Singal pointed to a meta-analysis by his group that found that people with cirrhosis who underwent HCC surveillance were nearly twice as likely to reach the three-year survival milestone as those who were not screened.
Polling the conference audience, Singal found that 98% agreed that people with NASH and cirrhosis should receive monitoring for HCC. What’s more, 80% agreed that those with NASH and advanced (Stage 3) fibrosis should also undergo liver cancer surveillance.
While a large majority of people with liver cancer have cirrhosis—one study put this proportion at more than 80%—many people with NAFLD or NASH who develop HCC do not have cirrhosis, Singal noted.

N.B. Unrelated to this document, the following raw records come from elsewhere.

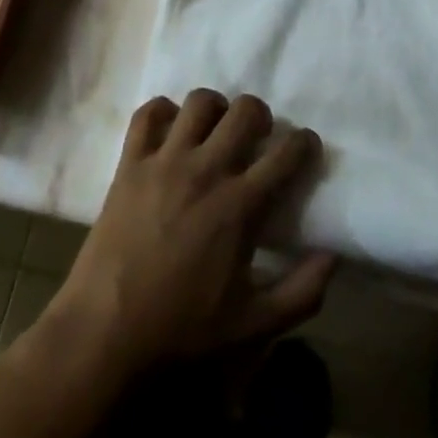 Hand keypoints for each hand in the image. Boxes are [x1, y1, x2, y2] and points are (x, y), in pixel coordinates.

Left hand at [35, 92, 335, 378]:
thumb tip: (333, 256)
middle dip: (260, 116)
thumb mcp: (252, 326)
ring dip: (215, 109)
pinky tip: (170, 131)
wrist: (104, 336)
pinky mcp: (129, 164)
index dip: (304, 142)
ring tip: (215, 130)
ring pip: (199, 102)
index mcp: (239, 206)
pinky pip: (148, 114)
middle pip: (245, 110)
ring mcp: (164, 161)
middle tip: (258, 137)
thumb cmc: (182, 333)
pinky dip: (162, 112)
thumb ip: (302, 293)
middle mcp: (205, 170)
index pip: (286, 154)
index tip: (305, 146) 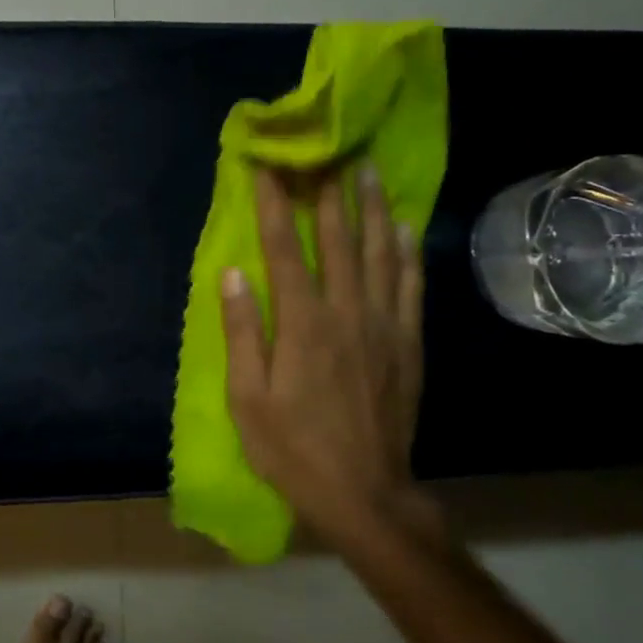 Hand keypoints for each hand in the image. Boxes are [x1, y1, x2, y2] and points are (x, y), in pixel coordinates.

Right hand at [221, 165, 432, 544]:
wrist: (365, 492)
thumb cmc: (292, 447)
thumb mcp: (247, 397)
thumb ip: (241, 331)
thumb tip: (232, 273)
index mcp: (302, 323)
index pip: (283, 248)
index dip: (274, 204)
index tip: (267, 166)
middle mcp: (347, 311)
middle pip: (337, 239)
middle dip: (326, 191)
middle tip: (323, 151)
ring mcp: (384, 325)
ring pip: (380, 252)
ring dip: (371, 207)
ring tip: (367, 170)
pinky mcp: (409, 342)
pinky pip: (410, 284)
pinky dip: (406, 250)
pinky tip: (401, 227) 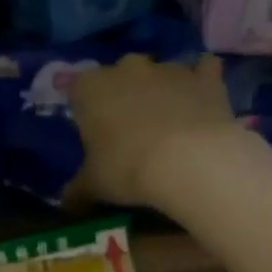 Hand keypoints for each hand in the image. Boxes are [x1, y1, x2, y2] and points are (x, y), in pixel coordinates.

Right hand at [67, 54, 257, 208]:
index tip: (91, 131)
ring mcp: (168, 69)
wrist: (191, 162)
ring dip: (160, 88)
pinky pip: (204, 68)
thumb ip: (77, 190)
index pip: (77, 88)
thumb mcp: (94, 185)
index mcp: (90, 88)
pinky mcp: (205, 78)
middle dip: (122, 94)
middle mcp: (126, 68)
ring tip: (166, 121)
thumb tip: (67, 203)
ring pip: (159, 71)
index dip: (83, 108)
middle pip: (118, 74)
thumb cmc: (128, 168)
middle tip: (127, 128)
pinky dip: (202, 78)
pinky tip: (201, 96) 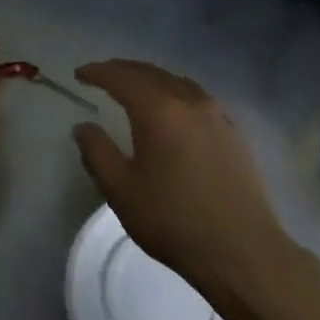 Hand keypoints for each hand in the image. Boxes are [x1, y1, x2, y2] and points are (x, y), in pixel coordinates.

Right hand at [73, 60, 294, 296]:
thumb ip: (98, 153)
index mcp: (159, 111)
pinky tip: (172, 112)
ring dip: (151, 80)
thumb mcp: (121, 190)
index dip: (98, 72)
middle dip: (124, 70)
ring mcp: (218, 116)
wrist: (240, 249)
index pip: (122, 78)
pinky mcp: (234, 133)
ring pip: (178, 83)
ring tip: (134, 89)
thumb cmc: (172, 220)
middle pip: (152, 73)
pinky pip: (197, 99)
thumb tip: (84, 127)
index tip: (79, 74)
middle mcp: (191, 102)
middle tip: (102, 76)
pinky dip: (175, 94)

This appears to be more common with fatty liver disease compared with other causes of liver cancer. Researchers studying patients treated at Veterans Administration facilities found that 35% of HCC patients with NASH did not have signs of cirrhosis, compared with 9% of those with hep C, 8% of those with hep B and 11% of those with heavy alcohol use.
“This is highly concerning, and it breaks down our clean, identifiable patient population for conducting surveillance,” Singal said.
Nonetheless, NAFLD and NASH patients without cirrhosis have a very low absolute risk of developing liver cancer. A study from Taiwan found incidence rates of 0.2% at one year, 0.8% at three years and 1.0% at five years. Another Veterans Administration study found that while people with NAFLD and cirrhosis had a cumulative HCC incidence rate of 1.06 cases per 100 patients per year, this fell to just 0.008 cases for those without cirrhosis—well below the accepted cost-effectiveness threshold.
“This is a relatively simplistic way of looking at this, in terms of being obtuse that we should do surveillance in all patients with cirrhosis and no surveillance in non-cirrhotic patient populations,” Singal said. “ I think we are trying to get not only toward precision treatment but also precision screening.”
While the absolute risk of HCC in NAFLD and NASH patients without cirrhosis is low for all subgroups, the risk is relatively higher for older individuals and those with elevated ALT liver enzyme levels. These factors could help guide decisions about who could benefit from screening.
Fortunately, new tissue and blood biomarker tests are being developed to better predict who is at high risk of developing liver cancer.
In the meantime, Singal summarized, patients with NASH cirrhosis appear to have a high risk of HCC and should undergo routine surveillance with ultrasound, with or without AFP testing, every six months.
“Although we know that about one third of patients with NASH-related HCC occur in the absence of cirrhosis, the annual incidence is low and surveillance is likely not cost effective,” he continued. “We clearly need further studies to assess the effectiveness of HCC surveillance in NASH populations.”